Task instructions> Count the lines below that contain "dead". Give only the number.

BEGIN Given records

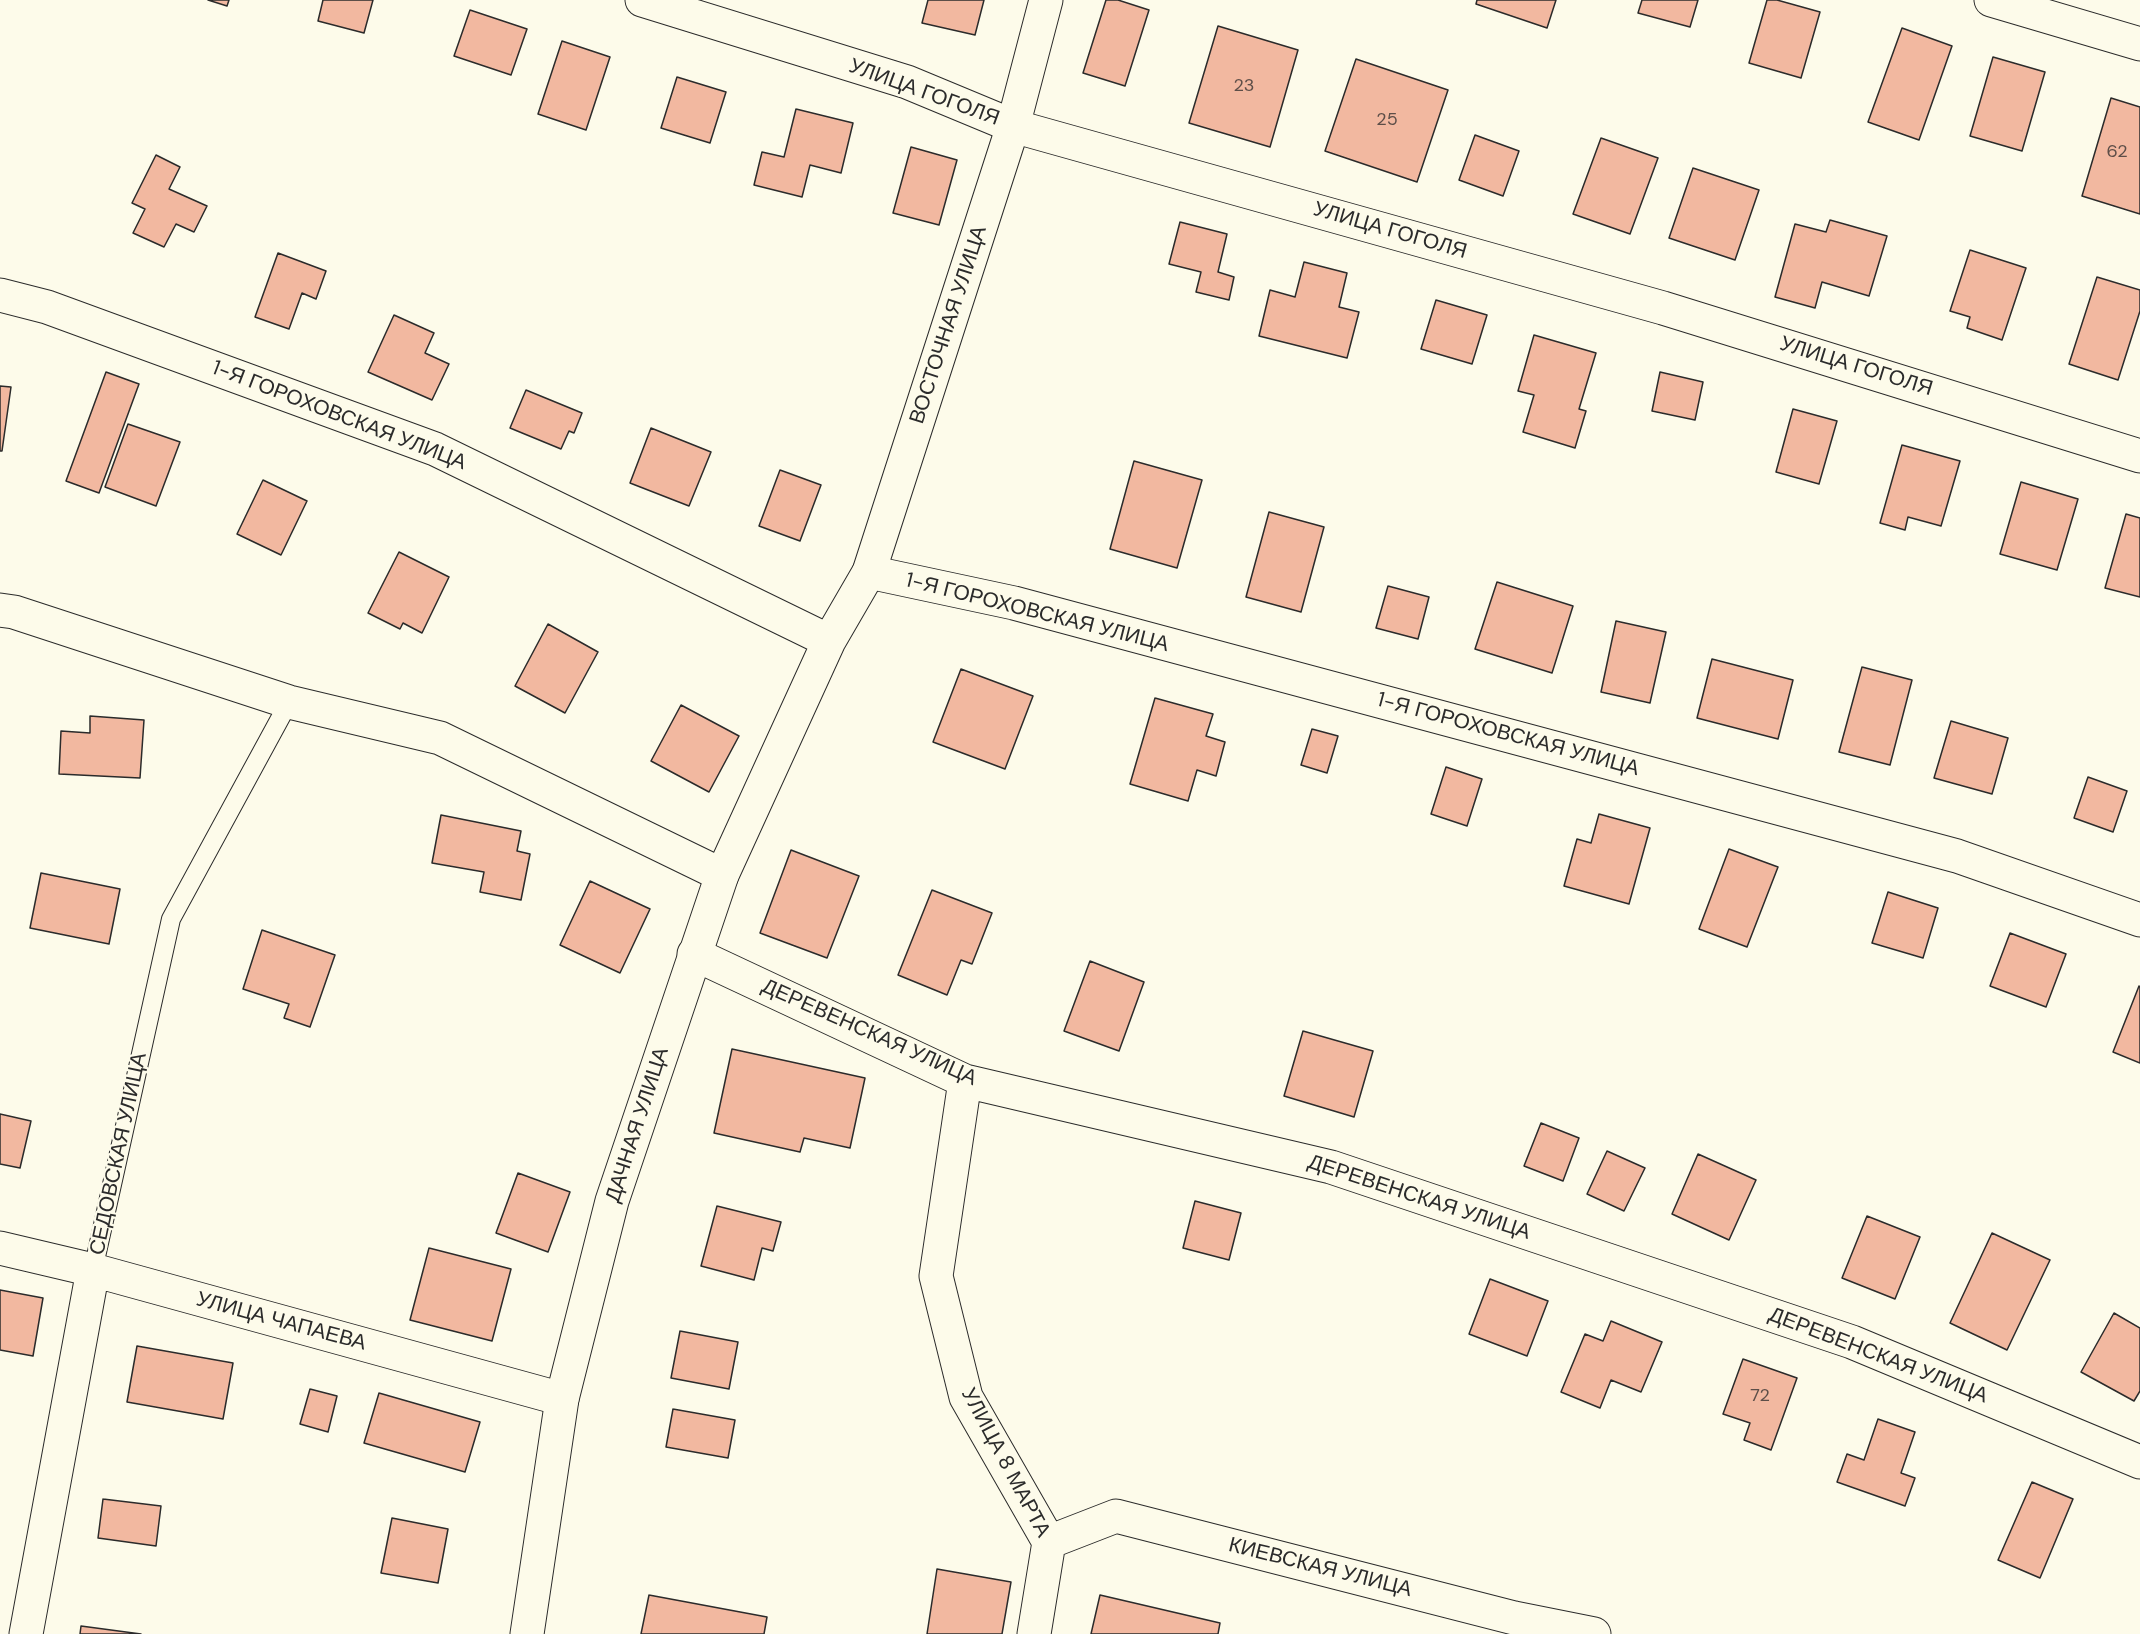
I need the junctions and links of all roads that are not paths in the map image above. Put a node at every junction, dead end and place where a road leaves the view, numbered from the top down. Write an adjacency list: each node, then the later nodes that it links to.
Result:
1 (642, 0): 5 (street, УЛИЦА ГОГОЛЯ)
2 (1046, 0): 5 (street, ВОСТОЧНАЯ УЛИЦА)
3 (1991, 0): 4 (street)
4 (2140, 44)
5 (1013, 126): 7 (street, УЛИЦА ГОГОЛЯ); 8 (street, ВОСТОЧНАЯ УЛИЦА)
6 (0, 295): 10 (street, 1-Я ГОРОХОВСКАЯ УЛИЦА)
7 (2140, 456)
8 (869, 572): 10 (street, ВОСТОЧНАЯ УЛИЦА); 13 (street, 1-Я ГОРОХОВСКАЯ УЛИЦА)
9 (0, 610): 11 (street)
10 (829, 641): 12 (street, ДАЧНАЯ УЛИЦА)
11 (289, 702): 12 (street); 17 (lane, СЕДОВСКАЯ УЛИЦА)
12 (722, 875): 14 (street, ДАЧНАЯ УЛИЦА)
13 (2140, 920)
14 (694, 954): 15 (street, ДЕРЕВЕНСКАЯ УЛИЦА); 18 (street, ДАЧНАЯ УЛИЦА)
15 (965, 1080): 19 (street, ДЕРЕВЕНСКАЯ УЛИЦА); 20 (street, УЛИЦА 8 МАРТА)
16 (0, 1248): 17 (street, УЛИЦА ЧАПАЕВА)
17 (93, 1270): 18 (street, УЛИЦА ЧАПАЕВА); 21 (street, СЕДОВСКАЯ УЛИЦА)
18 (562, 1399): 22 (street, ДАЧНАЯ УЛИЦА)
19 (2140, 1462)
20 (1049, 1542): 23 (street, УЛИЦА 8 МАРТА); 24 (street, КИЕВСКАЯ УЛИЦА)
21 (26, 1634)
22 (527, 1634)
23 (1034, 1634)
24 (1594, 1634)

END Given records
BEGIN Given records

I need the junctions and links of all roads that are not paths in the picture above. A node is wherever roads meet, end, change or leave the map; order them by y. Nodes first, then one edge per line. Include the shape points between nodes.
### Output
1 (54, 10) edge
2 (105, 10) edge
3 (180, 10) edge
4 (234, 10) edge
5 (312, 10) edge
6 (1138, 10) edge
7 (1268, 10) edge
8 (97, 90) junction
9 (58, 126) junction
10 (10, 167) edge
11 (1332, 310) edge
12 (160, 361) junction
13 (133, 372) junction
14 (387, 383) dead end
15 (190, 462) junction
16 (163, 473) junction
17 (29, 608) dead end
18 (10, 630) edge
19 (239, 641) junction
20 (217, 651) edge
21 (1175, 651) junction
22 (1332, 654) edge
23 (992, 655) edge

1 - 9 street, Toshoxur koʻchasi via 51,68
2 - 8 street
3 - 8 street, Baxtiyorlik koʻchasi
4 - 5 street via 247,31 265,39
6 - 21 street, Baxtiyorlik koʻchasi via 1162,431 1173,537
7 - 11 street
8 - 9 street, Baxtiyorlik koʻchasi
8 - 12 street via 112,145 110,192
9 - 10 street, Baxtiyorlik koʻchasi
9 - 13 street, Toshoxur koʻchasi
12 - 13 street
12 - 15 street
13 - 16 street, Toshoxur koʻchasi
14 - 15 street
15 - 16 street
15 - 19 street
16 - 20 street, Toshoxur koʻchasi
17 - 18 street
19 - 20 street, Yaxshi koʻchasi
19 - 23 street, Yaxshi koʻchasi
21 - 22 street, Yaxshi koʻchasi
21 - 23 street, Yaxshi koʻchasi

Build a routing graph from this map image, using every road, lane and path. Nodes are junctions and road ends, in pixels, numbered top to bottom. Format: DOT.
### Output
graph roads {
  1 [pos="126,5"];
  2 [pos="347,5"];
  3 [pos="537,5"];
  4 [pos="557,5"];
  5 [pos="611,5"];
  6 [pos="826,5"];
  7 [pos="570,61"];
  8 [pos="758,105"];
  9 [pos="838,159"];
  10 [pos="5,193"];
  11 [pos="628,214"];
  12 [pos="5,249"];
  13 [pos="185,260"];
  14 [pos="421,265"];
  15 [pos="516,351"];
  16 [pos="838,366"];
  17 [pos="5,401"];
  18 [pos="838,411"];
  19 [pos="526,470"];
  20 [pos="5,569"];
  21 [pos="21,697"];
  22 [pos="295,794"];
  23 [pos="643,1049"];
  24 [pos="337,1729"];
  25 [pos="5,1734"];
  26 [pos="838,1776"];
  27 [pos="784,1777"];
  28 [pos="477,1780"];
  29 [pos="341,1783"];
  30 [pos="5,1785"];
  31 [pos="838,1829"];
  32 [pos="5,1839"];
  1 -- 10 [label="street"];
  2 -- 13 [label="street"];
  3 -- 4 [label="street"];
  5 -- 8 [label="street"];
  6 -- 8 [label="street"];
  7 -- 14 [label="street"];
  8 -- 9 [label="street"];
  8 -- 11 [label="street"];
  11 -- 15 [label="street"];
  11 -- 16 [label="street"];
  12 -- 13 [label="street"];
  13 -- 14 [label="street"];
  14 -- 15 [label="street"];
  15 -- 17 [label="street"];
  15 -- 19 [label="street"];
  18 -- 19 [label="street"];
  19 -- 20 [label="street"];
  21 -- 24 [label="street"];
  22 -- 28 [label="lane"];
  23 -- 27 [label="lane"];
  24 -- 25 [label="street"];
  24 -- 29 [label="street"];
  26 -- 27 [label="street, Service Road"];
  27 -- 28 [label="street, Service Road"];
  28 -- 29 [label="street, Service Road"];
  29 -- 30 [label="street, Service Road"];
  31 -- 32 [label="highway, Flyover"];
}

END Given records

Completed exercise> 3